Internet search engine Google has reported a jump in quarterly profits on the back of strong advertising sales
Google's chief described the latest results as "exceptional"
Google saw its net income rise to $381.2m (£215m) in the three months to 30 September, from $52m at the same time in the previous year.
The US web giant said its revenues in the third quarter hit $1.578bn, up 96% on the same quarter last year.
Most of Google's revenue comes from ad sales. Shares in the firm rose more than 8% in after-hours US trading.
"Although this is typically a slower season for internet properties, we had another exceptional quarter," said Google chief executive Eric Schmidt.
"Our focus on end users and on quality of information and advertising worldwide continues to work extremely well. We are very pleased with how well this is working at scale."
Analyst Jordan Rohan, of RBC Capital Markets, said it had been "another incredible quarter for Google".

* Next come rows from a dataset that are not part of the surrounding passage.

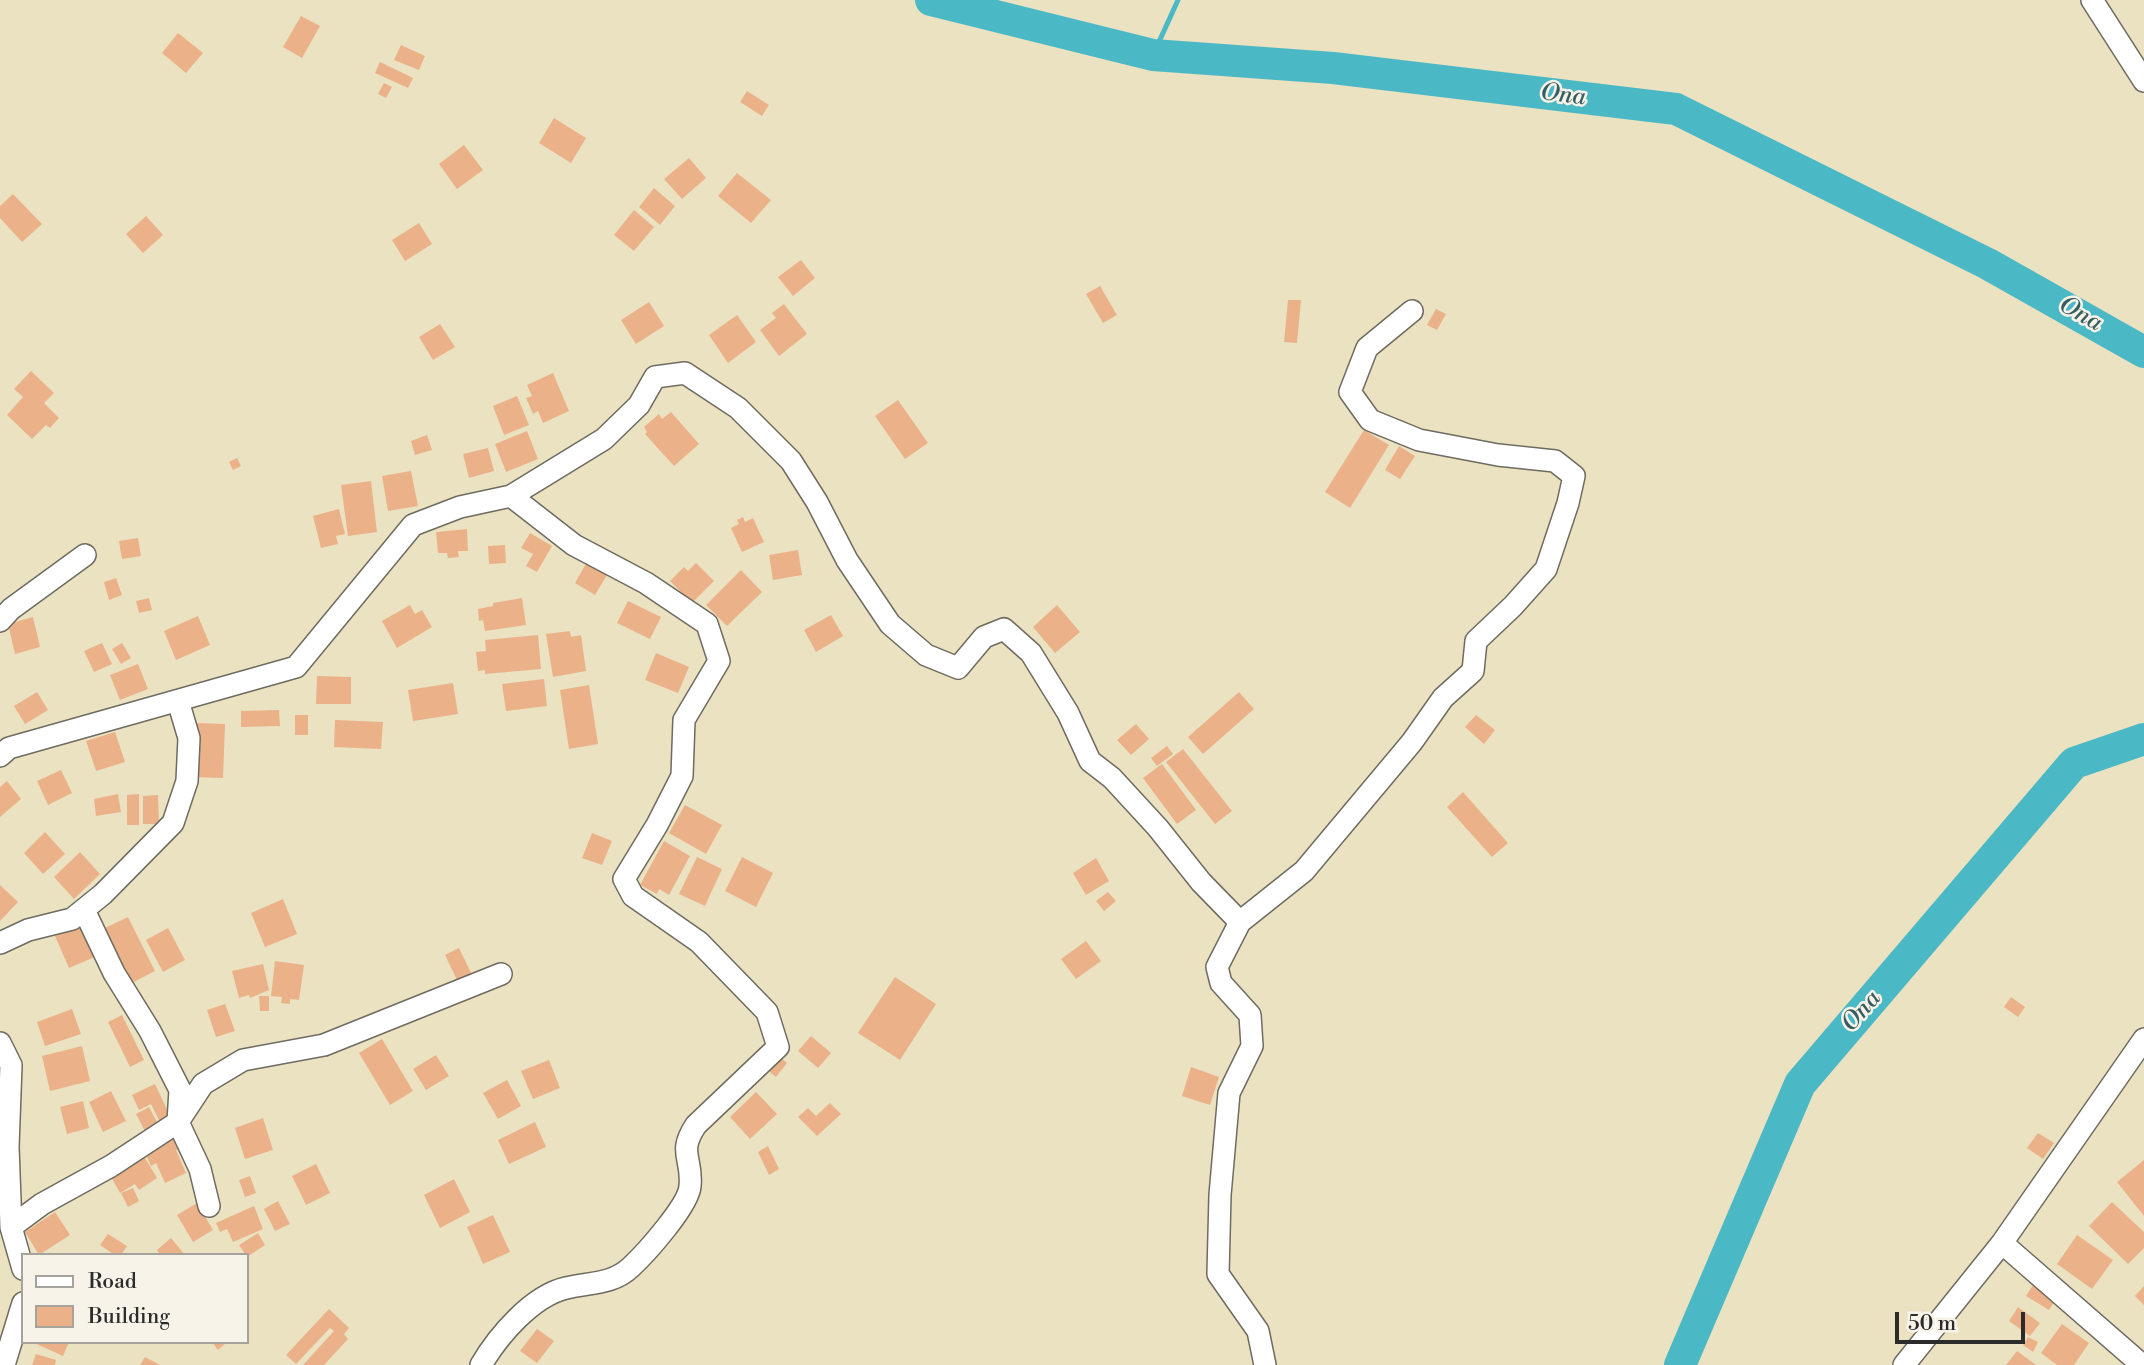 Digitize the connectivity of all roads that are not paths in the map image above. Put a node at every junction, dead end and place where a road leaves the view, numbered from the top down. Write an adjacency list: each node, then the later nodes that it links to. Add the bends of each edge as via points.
1 (2093, 0): 2 (street)
2 (2144, 81)
3 (1412, 311): 10 (street, via 1367,348 1350,392 1370,420 1419,440 1555,461 1574,476 1568,503 1546,569 1476,641 1473,671 1443,698 1304,871)
4 (511, 496): 7 (street, via 460,507 412,525 296,667); 10 (street, via 604,439 639,405 655,377 685,373 738,408 791,461 847,560 890,624 926,656 958,668 984,637 1004,629 1031,653 1069,713 1090,761 1121,788); 22 (street, via 574,545 646,583 707,624 719,662 684,720 682,776 624,879 633,896 699,942 767,1012 778,1047 688,1136 685,1149 691,1188 687,1199 630,1268 606,1282 564,1288 546,1297 506,1329)
5 (85, 555): 6 (street)
6 (0, 621)
7 (178, 701): 8 (street, via 9,748); 9 (street, via 189,738 187,781 173,823)
8 (0, 755)
9 (83, 909): 11 (street, via 72,919); 15 (street, via 180,1090)
10 (1240, 922): 23 (street, via 1217,967 1221,983 1250,1015 1252,1046 1229,1093 1218,1274 1258,1331)
11 (0, 943)
12 (501, 974): 15 (street, via 324,1045 243,1059 203,1084)
13 (2144, 1039): 18 (street)
14 (0, 1043): 17 (street, via 11,1065)
15 (178, 1122): 16 (street, via 200,1169); 17 (street)
16 (209, 1206)
17 (11, 1227): 19 (street)
18 (2003, 1243): 24 (street); 25 (street)
19 (21, 1262)
20 (21, 1310): 21 (street)
21 (4, 1365)
22 (481, 1365)
23 (1265, 1365)
24 (1904, 1365)
25 (2142, 1365)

"They gained significant market share from every search provider," he said.
Google said the introduction of new products, including instant messaging and upgrades to its mapping services, had attracted more users during the summer - traditionally a slow season in the industry.
The latest quarterly profits were the highest of any three-month period since Google was launched seven years ago.

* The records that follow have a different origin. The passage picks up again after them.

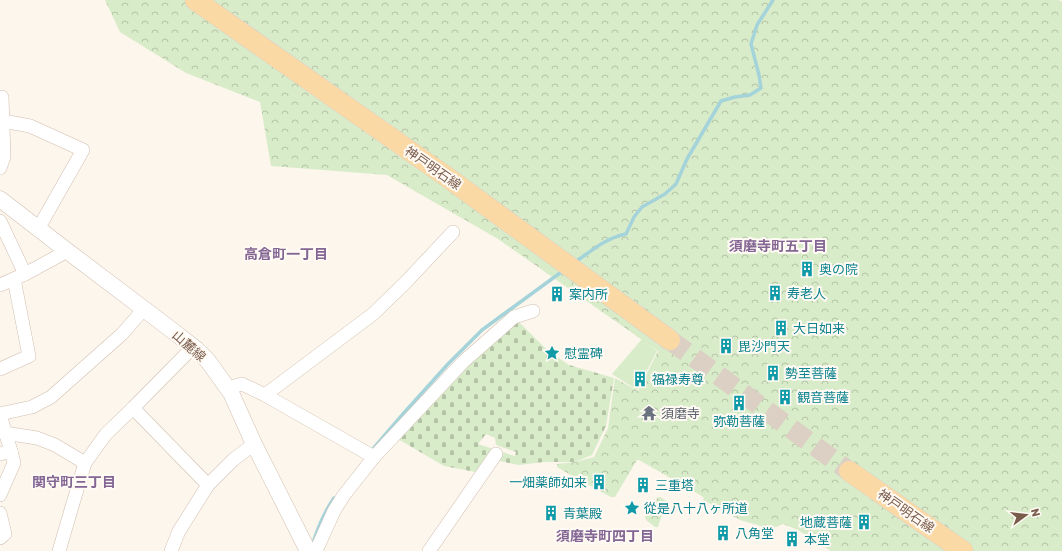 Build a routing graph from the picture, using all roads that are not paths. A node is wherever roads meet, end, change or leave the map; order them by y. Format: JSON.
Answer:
{"nodes":[{"id":1,"x":195,"y":0,"type":"edge"},
{"id":2,"x":2,"y":97,"type":"dead end"},
{"id":3,"x":3,"y":121,"type":"junction"},
{"id":4,"x":0,"y":168,"type":"edge"},
{"id":5,"x":0,"y":199,"type":"edge"},
{"id":6,"x":0,"y":221,"type":"edge"},
{"id":7,"x":38,"y":229,"type":"junction"},
{"id":8,"x":453,"y":232,"type":"dead end"},
{"id":9,"x":66,"y":250,"type":"junction"},
{"id":10,"x":20,"y":276,"type":"junction"},
{"id":11,"x":0,"y":285,"type":"edge"},
{"id":12,"x":144,"y":309,"type":"junction"},
{"id":13,"x":532,"y":311,"type":"dead end"},
{"id":14,"x":670,"y":340,"type":"tunnel mouth"},
{"id":15,"x":193,"y":347,"type":"junction"},
{"id":16,"x":0,"y":369,"type":"edge"},
{"id":17,"x":231,"y":393,"type":"junction"},
{"id":18,"x":265,"y":395,"type":"junction"},
{"id":19,"x":133,"y":408,"type":"junction"},
{"id":20,"x":0,"y":414,"type":"edge"},
{"id":21,"x":6,"y":435,"type":"junction"},
{"id":22,"x":254,"y":444,"type":"junction"},
{"id":23,"x":5,"y":452,"type":"edge"},
{"id":24,"x":496,"y":454,"type":"dead end"},
{"id":25,"x":371,"y":455,"type":"junction"},
{"id":26,"x":85,"y":463,"type":"junction"},
{"id":27,"x":849,"y":471,"type":"tunnel mouth"},
{"id":28,"x":208,"y":485,"type":"junction"},
{"id":29,"x":0,"y":495,"type":"edge"},
{"id":30,"x":0,"y":513,"type":"edge"},
{"id":31,"x":0,"y":538,"type":"edge"},
{"id":32,"x":59,"y":551,"type":"edge"},
{"id":33,"x":171,"y":551,"type":"edge"},
{"id":34,"x":308,"y":551,"type":"edge"},
{"id":35,"x":316,"y":551,"type":"edge"},
{"id":36,"x":429,"y":551,"type":"edge"},
{"id":37,"x":963,"y":551,"type":"edge"}],
"edges":[{"from":1,"to":14,"type":"main road","name":"神戸明石線"},
{"from":2,"to":3,"type":"street"},
{"from":3,"to":4,"type":"street"},
{"from":3,"to":7,"type":"street"},
{"from":5,"to":7,"type":"street","name":"山麓線"},
{"from":6,"to":10,"type":"street"},
{"from":7,"to":9,"type":"street","name":"山麓線"},
{"from":8,"to":18,"type":"street"},
{"from":9,"to":10,"type":"street"},
{"from":9,"to":12,"type":"street","name":"山麓線"},
{"from":10,"to":11,"type":"street"},
{"from":10,"to":16,"type":"street"},
{"from":12,"to":15,"type":"street","name":"山麓線"},
{"from":12,"to":20,"type":"street"},
{"from":13,"to":25,"type":"street"},
{"from":15,"to":17,"type":"street","name":"山麓線"},
{"from":15,"to":19,"type":"street"},
{"from":17,"to":18,"type":"street"},
{"from":17,"to":22,"type":"street","name":"山麓線"},
{"from":18,"to":25,"type":"street"},
{"from":19,"to":26,"type":"street"},
{"from":19,"to":28,"type":"street"},
{"from":20,"to":21,"type":"street"},
{"from":21,"to":23,"type":"street"},
{"from":21,"to":26,"type":"street"},
{"from":22,"to":28,"type":"street"},
{"from":22,"to":34,"type":"street","name":"山麓線"},
{"from":23,"to":29,"type":"street"},
{"from":24,"to":36,"type":"street"},
{"from":25,"to":35,"type":"street"},
{"from":26,"to":32,"type":"street"},
{"from":27,"to":37,"type":"main road","name":"神戸明石線"},
{"from":28,"to":33,"type":"street"},
{"from":30,"to":31,"type":"street"}]}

The California-based company floated its shares in the US in August 2004, in what was the third richest US-based IPO on the Nasdaq exchange.
Adjusting for special items, Google shares are valued at 42 times its estimated profits for 2006, in line with fierce rival Yahoo.
Last year's third-quarter results included a $201m charge to account for a legal settlement with Yahoo.
Although Google's stock rose in after-hours trading, shares in the company closed down almost 2% at $332.46 ahead of the announcement of its results.